Hidden cameras, phone calls from strangers who lie to you and secretly tape the conversation, medical records passed to unlicensed, unregulated individuals with no medical experience, who will later use them in court - it's all par for the course among health insurers.

Andrew Verity stakes them out.

Men in dark vans with tinted windows parked outside your house for days are not just the devices of the paparazzi or Roger Cook's investigative team. They are techniques endorsed by some of the most high-profile companies in the insurance business to check up on those whom they suspect of a false claim.

Documents circulating among some of the country's leading insurers, and passed exclusively to The Independent, reveal just how far many insurers are willing to go to make sure policyholders are not cheating them, even when they have no substantial evidence that there is a claim.

The key document comes from the PHI Forum, an association for providers of permanent health insurance.
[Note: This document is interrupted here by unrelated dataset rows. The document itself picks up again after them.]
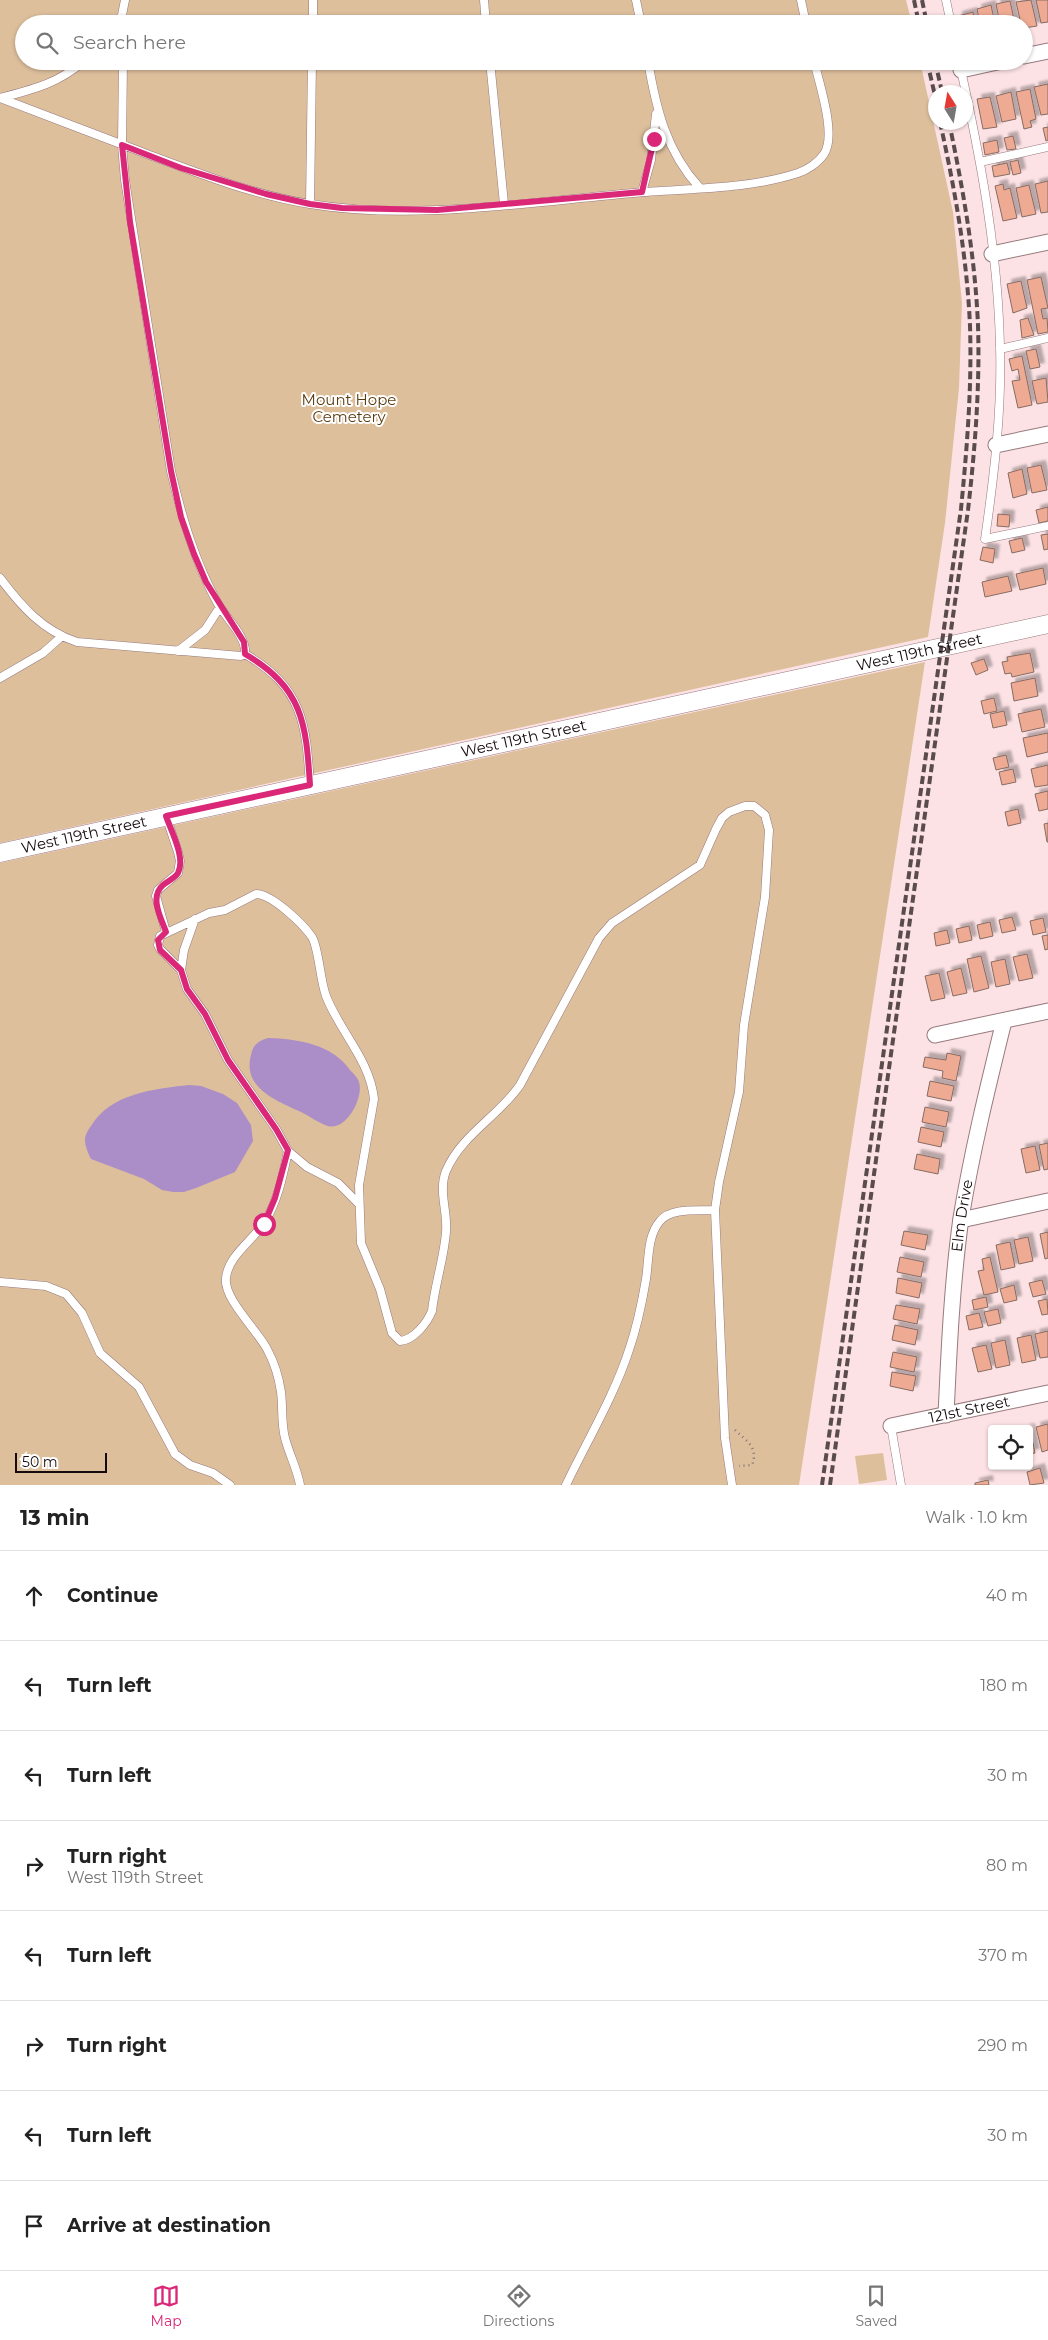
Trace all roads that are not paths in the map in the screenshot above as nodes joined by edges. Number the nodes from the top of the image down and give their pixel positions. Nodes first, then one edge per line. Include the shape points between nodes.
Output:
1 (125, 0) edge
2 (313, 0) edge
3 (484, 0) edge
4 (636, 0) edge
5 (801, 0) edge
6 (946, 0) edge
7 (123, 15) edge
8 (313, 15) edge
9 (485, 15) edge
10 (639, 15) edge
11 (804, 15) edge
12 (949, 15) edge
13 (1048, 51) edge
14 (1033, 54) edge
15 (73, 70) edge
16 (123, 70) edge
17 (312, 70) edge
18 (491, 70) edge
19 (650, 70) edge
20 (816, 70) edge
21 (961, 70) edge
22 (0, 98) edge
23 (656, 109) junction
24 (122, 145) junction
25 (1048, 147) edge
26 (980, 162) junction
27 (699, 187) junction
28 (642, 192) junction
29 (310, 204) junction
30 (504, 204) junction
31 (1048, 242) edge
32 (992, 254) junction
33 (1048, 338) edge
34 (1000, 349) junction
35 (1048, 434) edge
36 (996, 445) junction
37 (1048, 526) edge
38 (0, 578) edge
39 (220, 607) junction
40 (1048, 624) edge
41 (61, 636) junction
42 (178, 651) junction
43 (245, 654) junction
44 (0, 678) edge
45 (310, 785) junction
46 (166, 816) junction
47 (0, 853) edge
48 (195, 919) junction
49 (166, 932) junction
50 (181, 970) junction
51 (1048, 1011) edge
52 (1004, 1021) junction
53 (935, 1035) dead end
54 (288, 1150) junction
55 (1048, 1201) edge
56 (359, 1204) junction
57 (715, 1210) junction
58 (961, 1220) junction
59 (0, 1282) edge
60 (1048, 1393) edge
61 (946, 1415) junction
62 (891, 1426) joint
63 (230, 1485) edge
64 (300, 1485) edge
65 (566, 1485) edge
66 (732, 1485) edge
67 (901, 1485) edge

1 - 7 lane
2 - 8 lane
3 - 9 lane
4 - 10 lane
5 - 11 lane
6 - 12 lane
13 - 14 street
15 - 22 lane via 44,86
16 - 24 lane
17 - 29 lane
18 - 30 lane
19 - 23 lane
20 - 27 lane via 829,128 825,153 817,162 798,173 749,183
21 - 26 lane
22 - 24 lane
23 - 27 lane via 674,153
23 - 28 lane via 652,153
24 - 29 lane via 227,183
24 - 39 lane via 130,222 171,471 181,517 194,554
25 - 26 lane
26 - 32 lane
27 - 28 lane
28 - 30 lane
29 - 30 lane via 428,210
31 - 32 street
32 - 34 lane
33 - 34 lane
34 - 36 lane
35 - 36 street
36 - 37 lane via 985,539
38 - 41 lane via 30,614
39 - 42 lane via 205,630
39 - 43 lane via 244,642
40 - 45 street, West 119th Street
41 - 42 lane via 96,645
41 - 44 lane via 43,653
42 - 43 lane
43 - 45 lane via 261,663 290,693 303,720
45 - 46 street, West 119th Street
46 - 47 street, West 119th Street
46 - 49 lane via 180,861 178,873 158,890 156,896
48 - 49 lane
48 - 50 lane
48 - 56 lane via 261,894 306,929 313,939 329,1004 363,1061 373,1089 374,1099 360,1171
49 - 50 lane via 160,936 158,945
50 - 54 lane via 187,989 205,1014 228,1060
51 - 52 street
52 - 53 street
52 - 58 street, Elm Drive via 975,1141
54 - 56 lane via 307,1166 338,1183
54 - 64 lane via 270,1212 256,1235 234,1259 228,1270 226,1286 233,1302 260,1336 276,1370 284,1430
55 - 58 street
56 - 57 lane via 364,1252 380,1289 392,1333 400,1341 406,1341 428,1320 432,1311 446,1234 444,1181 453,1160 475,1130 504,1106 516,1091 605,930 700,865 722,818 737,808 754,806 768,821 765,896 744,1025 739,1092
57 - 65 lane via 672,1214 657,1225 652,1235 630,1350
57 - 66 lane via 724,1416
58 - 61 street, Elm Drive
59 - 63 lane via 46,1286 66,1294 82,1313 106,1360 139,1387 175,1454 190,1466 213,1473
60 - 61 street, 121st Street
61 - 62 street, 121st Street
62 - 67 lane

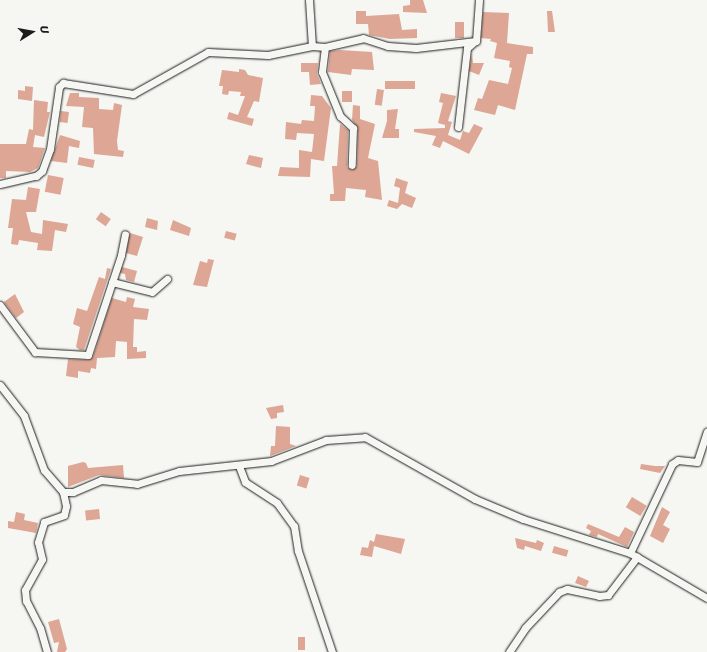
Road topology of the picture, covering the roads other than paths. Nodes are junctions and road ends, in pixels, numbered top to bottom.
1 (309, 0) edge
2 (479, 0) edge
3 (476, 41) junction
4 (312, 46) junction
5 (325, 47) junction
6 (458, 127) dead end
7 (352, 165) dead end
8 (0, 184) edge
9 (125, 234) dead end
10 (167, 278) dead end
11 (112, 282) junction
12 (0, 305) edge
13 (0, 385) edge
14 (707, 432) edge
15 (240, 466) junction
16 (63, 492) junction
17 (630, 553) junction
18 (637, 557) junction
19 (707, 598) edge
20 (47, 652) edge
21 (332, 652) edge
22 (509, 652) edge

1 - 4 street
2 - 3 street
3 - 5 street
3 - 6 street
4 - 5 street
4 - 8 street
5 - 7 street
9 - 11 street
10 - 11 street
11 - 12 street
13 - 16 street
14 - 17 street
15 - 16 street
15 - 17 street
15 - 21 street
16 - 20 street
17 - 18 street
18 - 19 street
18 - 22 street

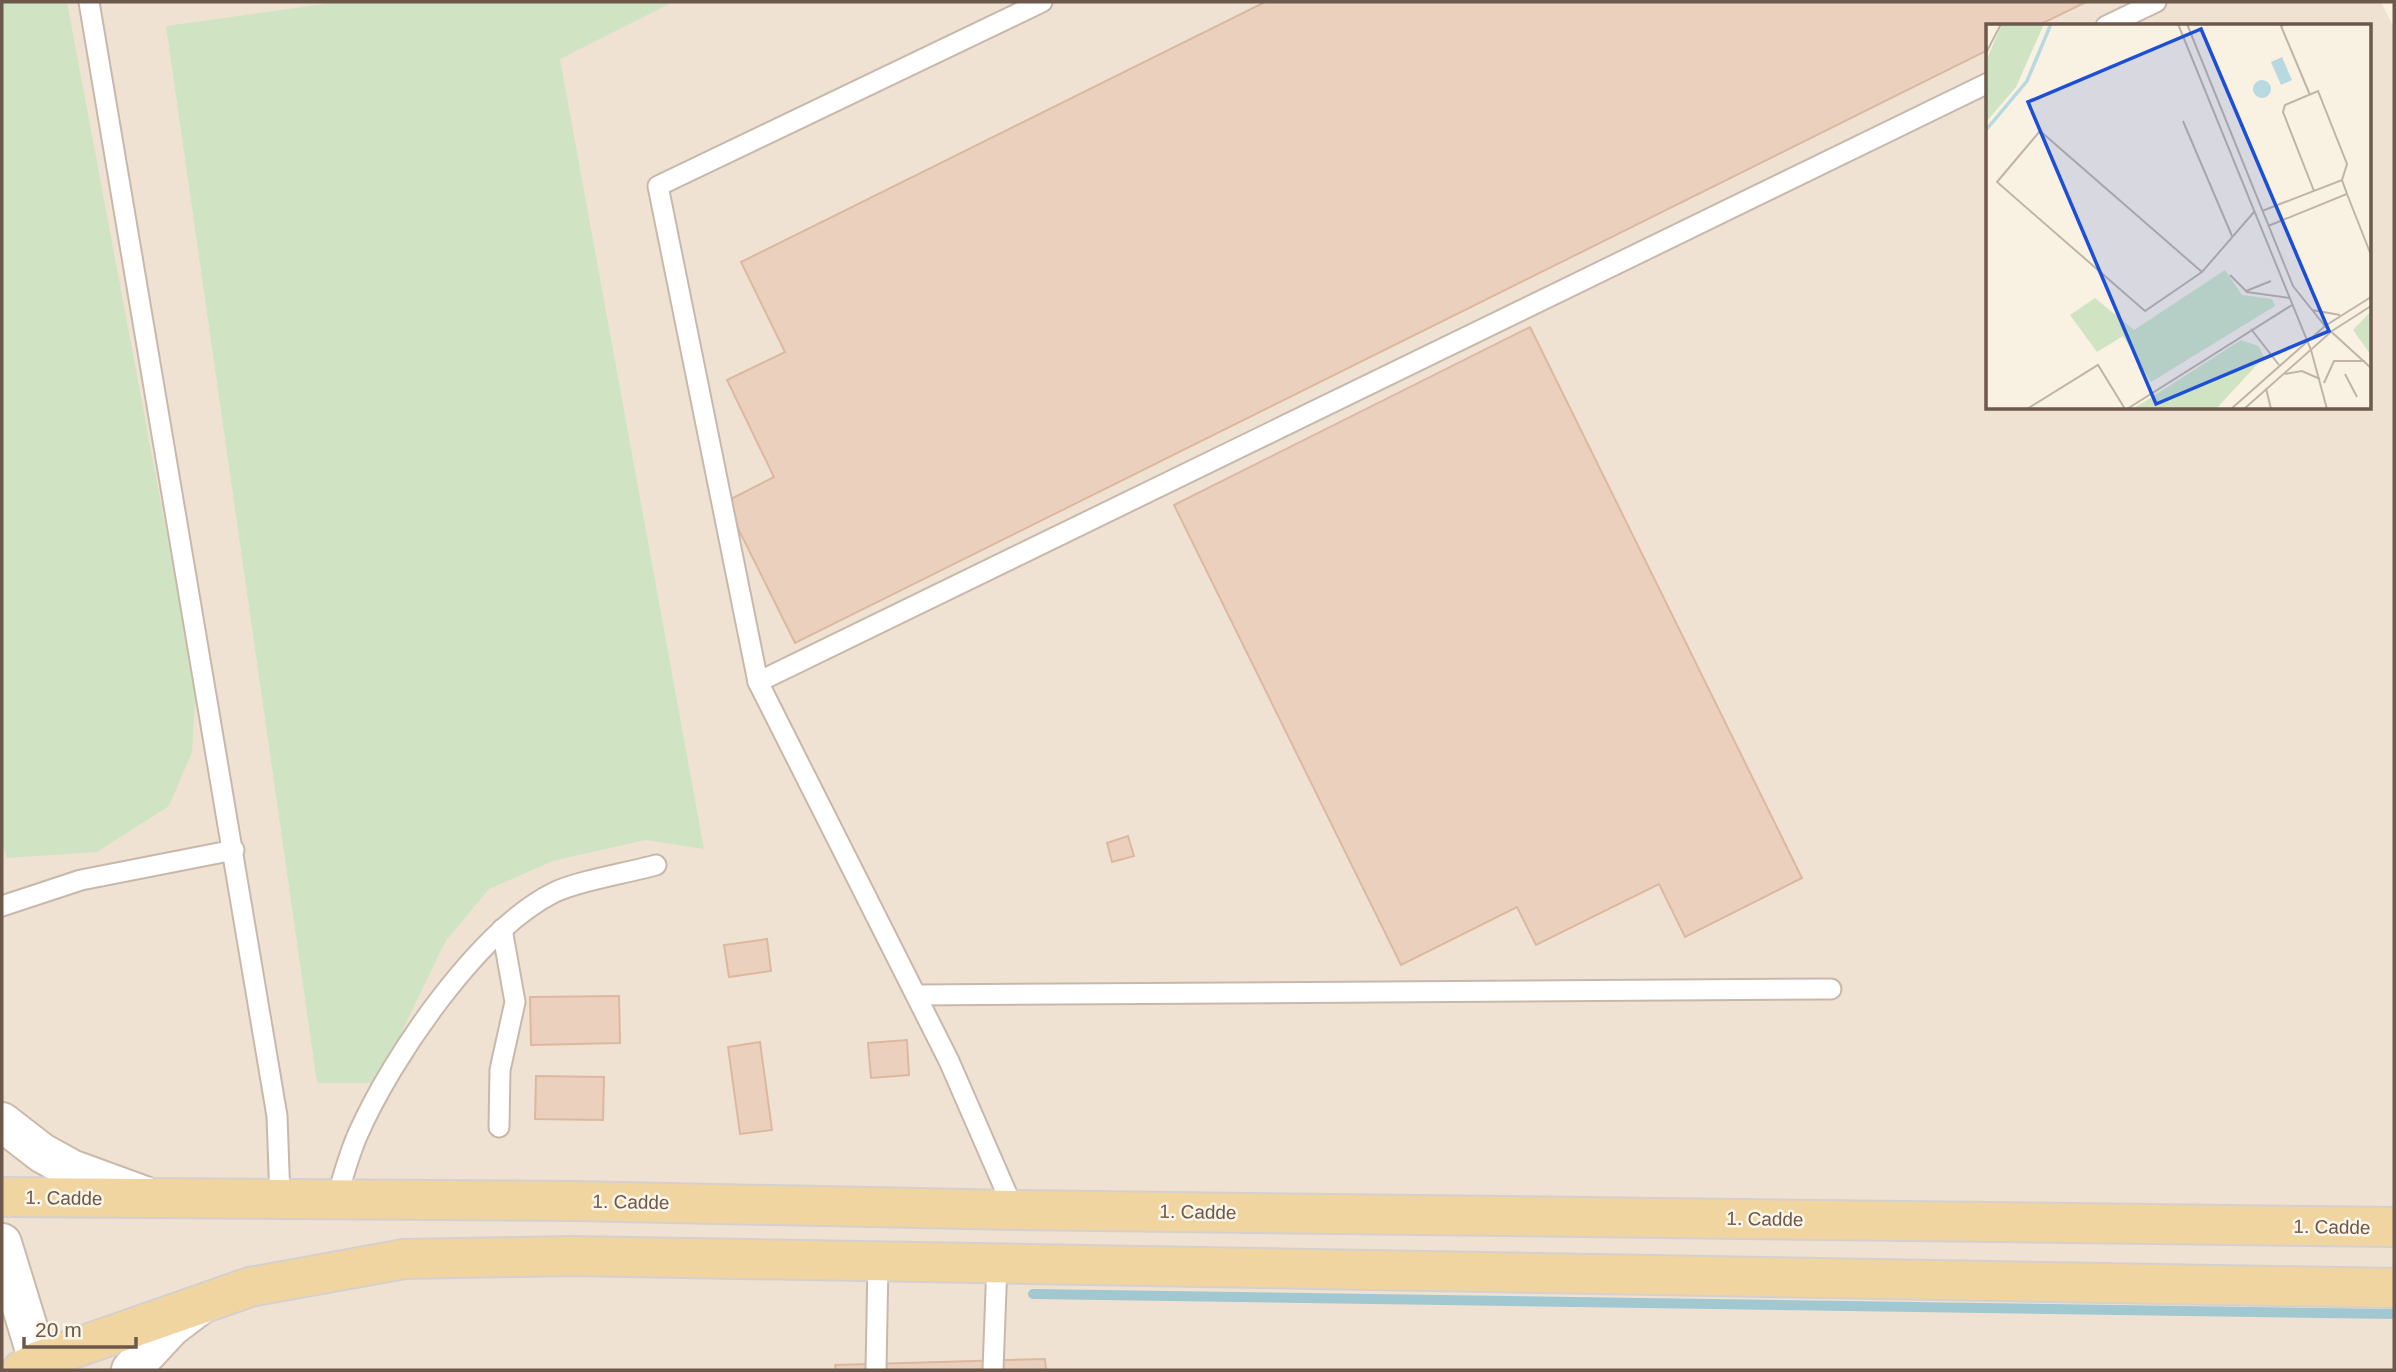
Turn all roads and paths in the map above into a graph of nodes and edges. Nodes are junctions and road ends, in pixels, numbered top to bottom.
1 (89, 2) edge
2 (1042, 2) edge
3 (2156, 2) edge
4 (2110, 24) edge
5 (1986, 84) edge
6 (758, 682) junction
7 (234, 849) junction
8 (656, 865) dead end
9 (2, 906) edge
10 (502, 929) junction
11 (1830, 989) dead end
12 (916, 995) junction
13 (2, 1122) edge
14 (499, 1127) dead end
15 (2, 1197) edge
16 (150, 1198) junction
17 (280, 1199) junction
18 (336, 1199) junction
19 (1014, 1210) junction
20 (2394, 1227) edge
21 (2, 1243) edge
22 (878, 1262) junction
23 (997, 1263) junction
24 (2394, 1288) edge
25 (200, 1305) junction
26 (34, 1367) edge
27 (131, 1370) edge
28 (876, 1370) edge
29 (993, 1370) edge

1 - 7 lane
2 - 6 lane
3 - 4 lane
5 - 6 lane
6 - 12 lane
7 - 9 lane
7 - 17 lane
8 - 10 lane
10 - 14 lane
10 - 18 lane
11 - 12 lane
12 - 19 lane
13 - 16 main road
15 - 16 main road, 1. Cadde
16 - 17 main road, 1. Cadde
17 - 18 main road, 1. Cadde
18 - 19 main road, 1. Cadde
19 - 20 main road, 1. Cadde
21 - 26 main road
22 - 23 main road
22 - 25 main road
22 - 28 lane
23 - 24 main road
23 - 29 lane
25 - 26 main road
25 - 27 main road

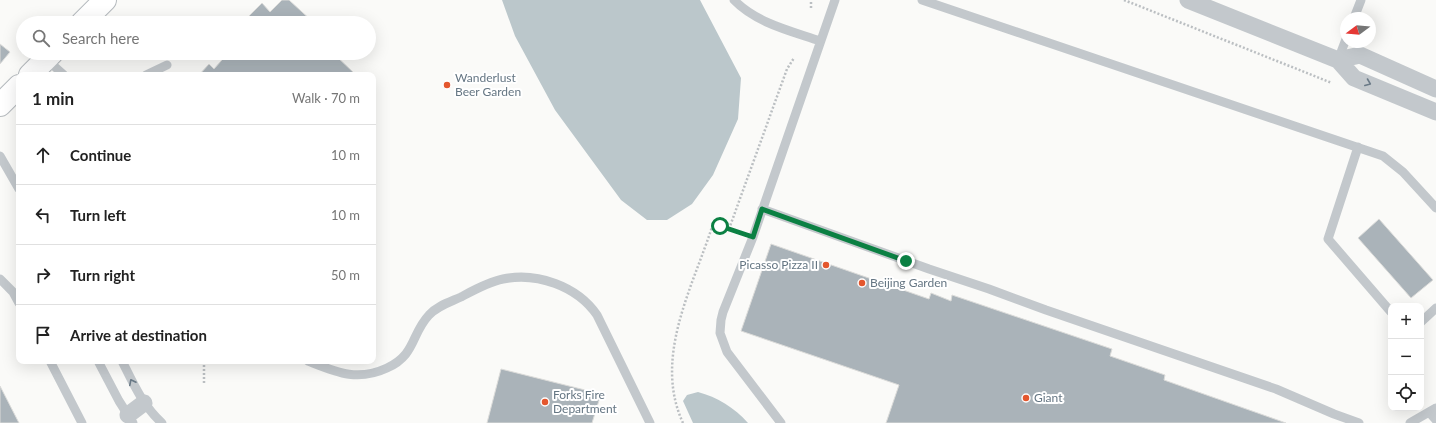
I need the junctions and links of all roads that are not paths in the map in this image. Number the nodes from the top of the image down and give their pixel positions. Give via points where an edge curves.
1 (105, 0) edge
2 (734, 0) edge
3 (835, 0) edge
4 (922, 0) edge
5 (1188, 0) edge
6 (1361, 0) edge
7 (1356, 12) edge
8 (89, 16) edge
9 (820, 41) junction
10 (1343, 48) edge
11 (45, 60) edge
12 (52, 60) edge
13 (1338, 60) junction
14 (167, 65) dead end
15 (33, 72) edge
16 (62, 72) edge
17 (152, 72) edge
18 (16, 89) edge
19 (1436, 89) edge
20 (0, 105) edge
21 (1436, 112) edge
22 (1358, 147) junction
23 (0, 156) edge
24 (16, 184) edge
25 (1436, 208) edge
26 (762, 209) junction
27 (0, 279) edge
28 (16, 297) edge
29 (1436, 308) edge
30 (1388, 309) edge
31 (1424, 319) edge
32 (52, 364) edge
33 (100, 364) edge
34 (124, 364) edge
35 (316, 364) edge
36 (144, 403) junction
37 (1433, 410) edge
38 (130, 419) edge
39 (1436, 420) edge
40 (82, 423) edge
41 (162, 423) edge
42 (650, 423) edge
43 (781, 423) edge
44 (1359, 423) edge
45 (1410, 423) edge

1 - 8 main road
2 - 9 lane via 750,14 762,20
3 - 9 lane
4 - 22 lane
5 - 13 street
6 - 7 lane
9 - 26 lane
10 - 13 lane
11 - 15 main road
12 - 16 lane
13 - 19 street via 1360,55
13 -> 21 street via 1354,78
14 - 17 lane
18 - 20 main road
22 - 25 lane via 1384,156
22 - 30 lane via 1328,239
23 - 24 lane
26 - 43 lane via 723,312 720,333 731,359
26 - 44 lane via 1276,389
27 - 28 lane
29 - 31 lane
32 - 40 lane
33 - 38 lane
36 -> 34 lane
35 - 42 lane via 350,375 373,373 402,359 413,344 424,320 437,308 502,279 516,277 544,280 570,291 590,305
36 - 38 street
36 - 41 lane
37 - 39 lane
37 - 45 lane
These policies pay out up to 75 per cent of the policyholder's income if a long-term disability makes work impossible. The biggest providers involved include Black Horse Life, Allied Dunbar, Norwich Union, Friends Provident, Lincoln, Royal & Sun Alliance, Permanent Insurance and Zurich Life, who sell more than 80,000 policies every year between them.

The document reveals the insurers' criteria for how to choose a case suitable for a private investigator.

The forum recommends: "Some diseases predispose themselves to private investigation. These are the diseases that do not have precise medical evidence. We would include ME, RSI, musculo skeletal [diseases] including backs, fibromyalgia, mental illness and stress."

Mental health groups see the document's instant suspicion of the mentally ill and its apparent disregard for rights of privacy as outrageous. June McKerrow, director of the Mental Health Foundation, says: "It continues to be open season on those with mental health problems."

It is not malingerers alone who are spied on. William Lyons, 53, who permanently injured his back while working as a civilian for Durham police, was awarded pounds 45,000 by a court in July after a woman with a secret camera in her bag tricked her way into his house. She tried and failed to get evidence showing Mr Lyons was not really injured. He was.

Mark Evans, a financial consultant from Abertillery, in Gwent, was last year awarded pounds 350,000 in a similar out-of-court settlement.

When the private eyes offer their services, the insurers look for special skills: "Language skills. The ability to operate without question in an ethnic area. The ability to operate in Northern Ireland without comment." They also want professional surveillance. "We would expect competent private investigators to have hidden cameras," the self-styled Best Practice Notes say.

Pretext phone calls, when, for example, an investigator poses as an employer offering a lucrative job, are acceptable, the insurers say. "Taping telephone calls is acceptable as evidence. The other party does not need to be told that the call is being taped." However, care must be taken: "If pretext phone calls are made, remember that the callback service operated by British Telecom may allow the claimant to ascertain who has called."

The techniques are so controversial that some question whether they stray outside the law. The Best Practice Notes recommend that private eyes obtain confidential medical records without the permission of the supposed suspects. A spokesman for the Data Protection Registrar says passing on computerised medical records would be illegal without substantial evidence of crime. Some insurers fear that private eyes who go too far may find themselves breaking the law.

Insurance companies that provide permanent health insurance (PHI) insist their controversial methods are vital to safeguard genuine policyholders from those who claim fraudulently.

According to leading provider Unum, nearly one in 20 of those claiming is fraudulent. Payouts, of up to 75 per cent of salary until retirement, are potentially vast. If false claims were overlooked, premiums would rise massively. Examples of fraud include:

n An east London businessman claimed a car accident left him with a back disability. His insurance company asked him to visit an assessment centre in London. His GP protested he could not travel that far. A visitor hired by the insurance company then discovered he'd planned a holiday in Spain.

n A policyholder claiming from his PHI cover for back injury was found to have gone bungee-jumping while on holiday in Thailand.

n A Chorlton cabbie who claimed pounds 75,000 after arguing that whiplash injuries from a car smash in 1988 meant he could no longer work was filmed plying for trade at Manchester Airport.

n In some cases, doctors are prepared to initiate false claims, including a Stockport GP who is alleged to have written bogus reports on road accident victims and pocketed the money. He is on trial at Manchester Crown Court.

But some insurers still question the need to hire private eyes so quickly simply because a patient has a condition that is difficult to verify. Companies such as General Assurance are using health visitors who can help claimants in their rehabilitation before the claim becomes fraudulent.